Молодые люди, подсаживающиеся в машину профессора, едут в Италию; русскую балерину, возлюбленную «француза», не пускают на гастроли в Европу. Стежками частных связей мир налаживает послевоенное единение, сшивает лоскуты стран воедино, ищет пути выживания. Самоубийственно оставшиеся в стороне от этого поиска отщепенцы замкнуто деградируют. В общежитии МГУ (а ведь настала хрущевская «оттепель») — само собой разумеющаяся прослушка комнат студентов (впрочем, если бы не «оттепель», приезд «француза» в СССР и его встреча с отцом-зэком были бы невозможны), идут обыски и аресты участников поэтического альманаха Алика Гинзбурга. (Об этом судебном процессе и подготовке к нему мне рассказывал Александр Тимофеевский, автор знаменитой «песенки крокодила Гены» и многих замечательных «взрослых» стихов; он подвергался допросам. По его словам, Смирнов смягчил репрессивную, преследовательскую линию, нацеленную на искоренение литературной поросли.)

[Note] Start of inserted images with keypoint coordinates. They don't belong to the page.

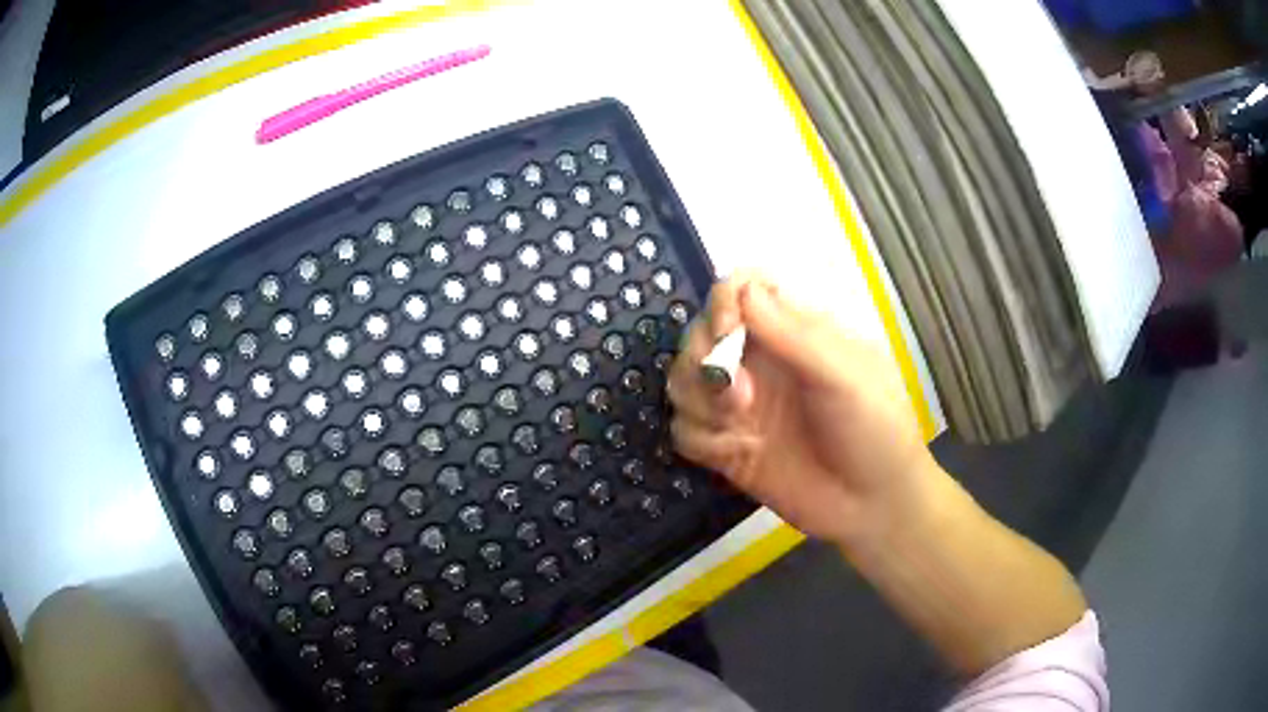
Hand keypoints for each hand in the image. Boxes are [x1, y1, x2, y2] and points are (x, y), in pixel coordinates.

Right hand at [668, 276, 936, 549]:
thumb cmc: (875, 430)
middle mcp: (760, 362)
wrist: (873, 506)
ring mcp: (741, 406)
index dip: (722, 301)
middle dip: (705, 358)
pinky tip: (732, 452)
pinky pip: (684, 429)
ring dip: (698, 399)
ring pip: (683, 380)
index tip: (726, 330)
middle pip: (700, 334)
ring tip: (737, 425)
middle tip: (739, 395)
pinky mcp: (726, 447)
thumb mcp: (846, 376)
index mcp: (793, 333)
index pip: (741, 291)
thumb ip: (794, 335)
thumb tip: (744, 290)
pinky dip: (698, 438)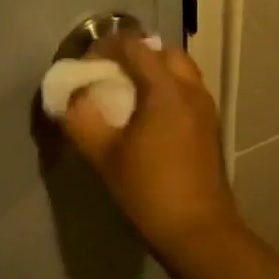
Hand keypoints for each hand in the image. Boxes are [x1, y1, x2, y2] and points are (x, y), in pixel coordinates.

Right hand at [56, 35, 242, 259]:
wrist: (199, 231)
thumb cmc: (149, 190)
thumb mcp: (104, 155)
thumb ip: (82, 119)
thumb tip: (68, 98)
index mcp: (165, 89)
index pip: (134, 47)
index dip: (106, 47)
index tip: (86, 64)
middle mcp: (190, 89)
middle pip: (163, 53)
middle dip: (134, 55)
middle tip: (109, 75)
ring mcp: (205, 108)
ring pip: (179, 72)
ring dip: (153, 72)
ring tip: (127, 95)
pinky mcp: (210, 128)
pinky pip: (187, 92)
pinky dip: (167, 90)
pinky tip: (148, 118)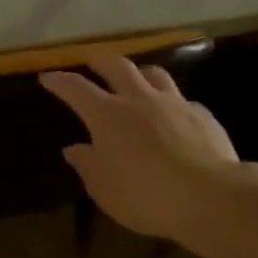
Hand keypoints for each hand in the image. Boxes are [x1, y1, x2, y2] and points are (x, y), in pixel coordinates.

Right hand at [39, 57, 240, 239]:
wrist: (210, 196)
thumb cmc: (146, 196)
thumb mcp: (104, 189)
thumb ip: (87, 165)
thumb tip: (74, 149)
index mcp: (108, 116)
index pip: (76, 89)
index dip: (60, 81)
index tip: (47, 76)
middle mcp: (140, 99)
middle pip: (117, 66)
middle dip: (100, 61)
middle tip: (91, 61)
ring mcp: (175, 103)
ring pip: (155, 74)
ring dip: (140, 73)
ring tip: (137, 79)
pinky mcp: (202, 115)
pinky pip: (183, 101)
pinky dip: (172, 105)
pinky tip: (175, 118)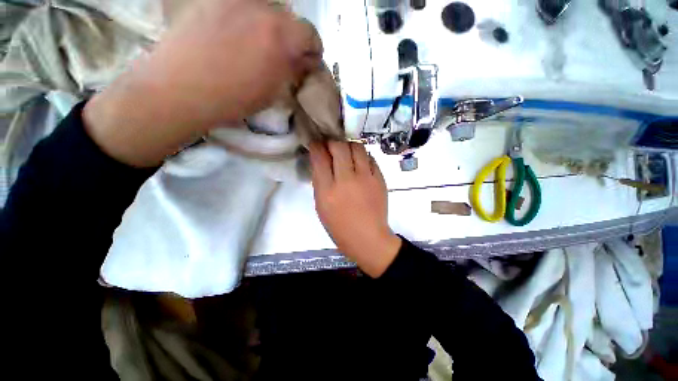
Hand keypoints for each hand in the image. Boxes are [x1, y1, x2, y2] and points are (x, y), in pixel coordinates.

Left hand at [84, 0, 321, 166]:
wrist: (182, 88)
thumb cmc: (234, 99)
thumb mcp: (274, 91)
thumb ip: (293, 70)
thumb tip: (304, 61)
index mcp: (282, 37)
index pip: (311, 34)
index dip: (311, 50)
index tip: (306, 61)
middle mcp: (263, 8)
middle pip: (290, 17)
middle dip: (291, 37)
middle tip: (281, 54)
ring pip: (267, 7)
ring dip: (269, 25)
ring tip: (256, 42)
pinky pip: (242, 5)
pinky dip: (247, 17)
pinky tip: (236, 33)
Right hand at [310, 141, 401, 277]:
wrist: (368, 237)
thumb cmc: (340, 226)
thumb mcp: (321, 206)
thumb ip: (320, 182)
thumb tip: (320, 162)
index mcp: (328, 190)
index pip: (320, 158)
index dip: (316, 146)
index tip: (316, 144)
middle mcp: (347, 180)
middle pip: (339, 147)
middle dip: (332, 142)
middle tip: (331, 146)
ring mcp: (365, 178)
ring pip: (357, 147)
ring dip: (349, 145)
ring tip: (346, 152)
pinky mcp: (379, 179)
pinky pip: (370, 158)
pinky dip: (362, 156)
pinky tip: (359, 162)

Фильм Бергмана посвящен прощанию старика с промелькнувшей жизнью и пронизан ностальгией по предвоенным (речь о Первой мировой) патриархальным устоям, помогающим потомкам ориентироваться в наступившей послевоенной (речь о Второй мировой) эпохе. (Сам Бергман не избежал увлечения фашизмом, в молодости рукоплескал фюреру, вина за такие попустительства лежит и на его героях.) Фильм Андрея Смирнова гнетет панорамой разрушенной державы, где поставившие (или не поставившие?) на себе крест человеческие обломки не утратили попранного достоинства и высочайшего интеллекта.
Ценой уничтожения страны можно ли доказать, что она преследует цель занять значимое место в мире?